Imad Dabbura - Chain-of-Thought Reasoning without Prompting

Chain-of-Thought Reasoning without Prompting

Thesis: Provide unsupervised method to elicit reasoning capabilities of LLMs in the decoding space. Instead of relying on CoT prompting that is task-specific and requires humans to keep iterating and optimizing the prompt to yield the intended results, CoT-decoding uses top-k alternative tokens to get the best CoT path. For each token of the top-k tokens in the decoding step 1, we continue with greedy decoding algorithm.
Methods:
- Models: PaLM2, Mistral-7B, and Gemma-7B
Contribution:
- Elicit LLMs inherent reasoning capabilities w/o the need to use prompting by simply changing the decoding process
- Avoid using human priors that are task-specific with prompting to force the LLM how to solve a task through few-shot CoT prompting
- Improve the model’s confidence by traversing top-k alternative paths
Takeaways: We can utilize reasoning capabilities of LLMs; both pre-trained and instruction-tuned, by operating in the decoding space that doesn’t require any human intervention or extensive resources to tune such models for reasoning intensive tasks
Improvements:
- CoT-decoding adds computational complexity to the inference
- The paper only branches out of the first token to explore possible paths
- It is harder to use CoT-decoding in the case of open-ended answers
- The gains from CoT-decoding starts to drop as the tasks gets harder.

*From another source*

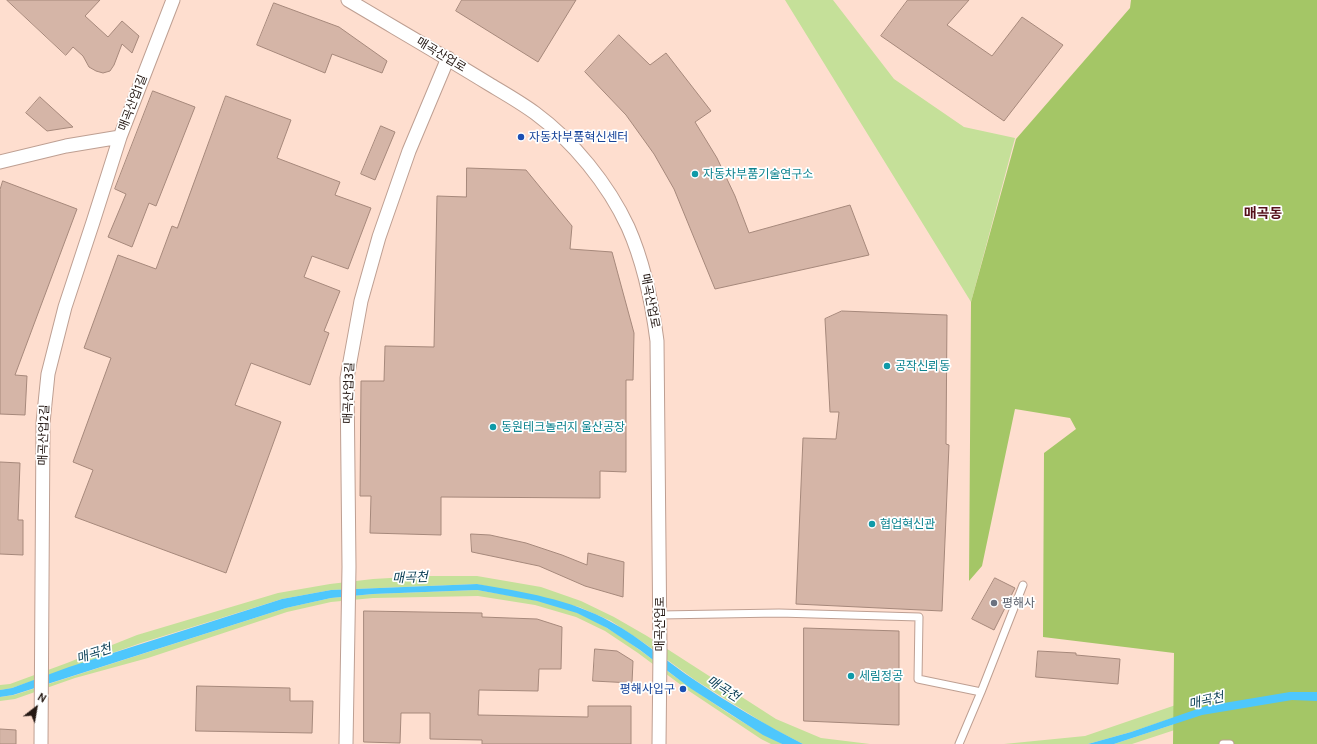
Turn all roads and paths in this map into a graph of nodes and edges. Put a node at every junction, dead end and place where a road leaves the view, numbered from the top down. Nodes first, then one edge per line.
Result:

LLMs still struggle with tasks that require \(>= 3\) manipulation steps. One possibility for this behavior is that pre-training data distribution is mostly simple-to-medium difficulty tasks
Notes:
- LLM reasoning are typically elicited by prompting that comes in various forms:
  - CoT with few-shot examples
  - Zero-shot with detailed instructions of how to perform the task and showing the steps of how the LLM came up with the answer
  - Training of instruction fine-tuning with CoT data
- LLMs struggle with reasoning when greedy decoding is used
- The difference between the top two tokens at the \(t^{th}\) decoding step for the \(k^{th}\) decoding path is very high, which means the confidence of the LLM in the answer is very high
  - The answer’s confidence is the average of the difference of the top two tokens probability for each each time step
  - The model’s own probability is not a reliable indicator for the confidence/correctness of the answer
- LLMs typically rush directly into problem solving when asked math/commonsense reasoning questions, which results in the wrong answer most of the times. This can be partially fixed with prompting but don’t yield results as good as CoT-decoding
- Branching at the first-token leads to more diverse paths as opposed to branching at later stages of the decoding process
- It is recommended to aggregate the top-k paths to get stable results
- There is a very high correlation between the answer confidence and the existence of CoT paths in the answer
- Model’s inherent reasoning varies according to the task difficulty. Models show less reasoning abilities with harder tasks
- top-k alternative tokens decoding reveals the existence of CoT reasoning paths which correlates with the model’s confidence in the final answer
- Both pre-trained models and Instruction-tuned models showed Improvements in accuracy from CoT-decoding
  - Even thought instruction-tuned models have used a lot of CoT examples during instruction fine-tuning, these models still try to directly jump to problem solving. Therefore, CoT-decoding helped boost performance tremendously
- CoT-decoding closes the gap between pre-trained models and Instruction-tuned models in terms of reasoning capabilities
- k has significant effect on pre-trained models but has negligible effect for instruction-tuned models after k = 2. For pre-trained models, the best paths may start at a lower k, but for instruction-tuned models they are already trained to bring the best paths to the top
- Combining CoT prompting with CoT-decoding yields even better performance from eliciting more reasoning capabilities

#nlp #llm #agents